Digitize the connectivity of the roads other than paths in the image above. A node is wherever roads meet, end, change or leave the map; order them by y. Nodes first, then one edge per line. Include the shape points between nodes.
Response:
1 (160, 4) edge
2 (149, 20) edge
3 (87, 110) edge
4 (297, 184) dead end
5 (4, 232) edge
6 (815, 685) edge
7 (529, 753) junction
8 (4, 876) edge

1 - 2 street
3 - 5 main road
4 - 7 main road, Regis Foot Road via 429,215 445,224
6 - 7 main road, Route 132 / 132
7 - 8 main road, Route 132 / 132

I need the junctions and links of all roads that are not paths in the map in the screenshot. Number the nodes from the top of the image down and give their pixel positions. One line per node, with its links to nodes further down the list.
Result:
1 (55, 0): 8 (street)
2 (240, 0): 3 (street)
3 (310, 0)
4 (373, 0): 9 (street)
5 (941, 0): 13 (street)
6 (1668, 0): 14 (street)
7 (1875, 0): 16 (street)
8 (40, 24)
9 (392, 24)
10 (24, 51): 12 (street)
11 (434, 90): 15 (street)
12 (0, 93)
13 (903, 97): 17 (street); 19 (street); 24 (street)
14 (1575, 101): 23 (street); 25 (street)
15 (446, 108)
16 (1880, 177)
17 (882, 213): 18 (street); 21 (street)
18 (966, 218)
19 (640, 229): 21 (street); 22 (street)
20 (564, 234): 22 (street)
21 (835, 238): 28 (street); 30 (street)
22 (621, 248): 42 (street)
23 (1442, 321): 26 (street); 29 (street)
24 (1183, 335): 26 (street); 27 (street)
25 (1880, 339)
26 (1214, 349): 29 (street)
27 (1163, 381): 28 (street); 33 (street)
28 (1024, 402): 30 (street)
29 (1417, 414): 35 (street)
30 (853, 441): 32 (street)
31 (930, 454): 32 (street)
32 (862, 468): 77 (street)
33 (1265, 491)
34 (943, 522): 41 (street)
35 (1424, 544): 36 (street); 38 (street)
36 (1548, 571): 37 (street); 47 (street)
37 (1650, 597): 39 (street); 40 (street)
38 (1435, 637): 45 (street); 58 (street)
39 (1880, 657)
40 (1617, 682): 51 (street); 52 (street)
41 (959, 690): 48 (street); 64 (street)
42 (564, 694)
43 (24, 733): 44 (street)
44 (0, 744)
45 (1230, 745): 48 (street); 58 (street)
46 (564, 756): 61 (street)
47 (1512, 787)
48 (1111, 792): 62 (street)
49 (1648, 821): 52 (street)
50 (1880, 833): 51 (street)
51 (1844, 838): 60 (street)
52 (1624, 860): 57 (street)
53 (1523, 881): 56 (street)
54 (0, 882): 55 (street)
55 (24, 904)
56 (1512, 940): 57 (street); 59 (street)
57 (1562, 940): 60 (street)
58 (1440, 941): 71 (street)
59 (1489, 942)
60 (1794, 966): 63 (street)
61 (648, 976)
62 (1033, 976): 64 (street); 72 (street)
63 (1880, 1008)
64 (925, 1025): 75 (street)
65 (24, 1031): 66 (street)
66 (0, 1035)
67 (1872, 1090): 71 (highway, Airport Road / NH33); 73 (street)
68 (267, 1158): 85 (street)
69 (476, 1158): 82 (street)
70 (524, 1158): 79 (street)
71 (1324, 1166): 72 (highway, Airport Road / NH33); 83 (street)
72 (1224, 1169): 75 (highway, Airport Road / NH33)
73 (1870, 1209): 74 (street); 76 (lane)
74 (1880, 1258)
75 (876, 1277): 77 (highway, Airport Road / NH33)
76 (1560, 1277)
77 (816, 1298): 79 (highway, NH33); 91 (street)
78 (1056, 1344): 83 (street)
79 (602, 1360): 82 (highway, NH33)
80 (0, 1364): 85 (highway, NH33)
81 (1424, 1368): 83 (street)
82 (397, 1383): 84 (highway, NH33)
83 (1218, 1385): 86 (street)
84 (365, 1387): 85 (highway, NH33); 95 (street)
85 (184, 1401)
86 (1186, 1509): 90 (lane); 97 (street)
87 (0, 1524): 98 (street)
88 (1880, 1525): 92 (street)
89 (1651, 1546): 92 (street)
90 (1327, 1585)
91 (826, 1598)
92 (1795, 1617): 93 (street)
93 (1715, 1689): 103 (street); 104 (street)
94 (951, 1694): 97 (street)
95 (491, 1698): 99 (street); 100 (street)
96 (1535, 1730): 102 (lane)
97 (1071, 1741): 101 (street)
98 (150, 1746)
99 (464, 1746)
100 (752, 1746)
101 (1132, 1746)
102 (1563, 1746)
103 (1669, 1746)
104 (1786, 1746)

§ **Task statement**:
Total the lines in the records above that contain the string "roads". Write only that total.

§ **Response below**:
2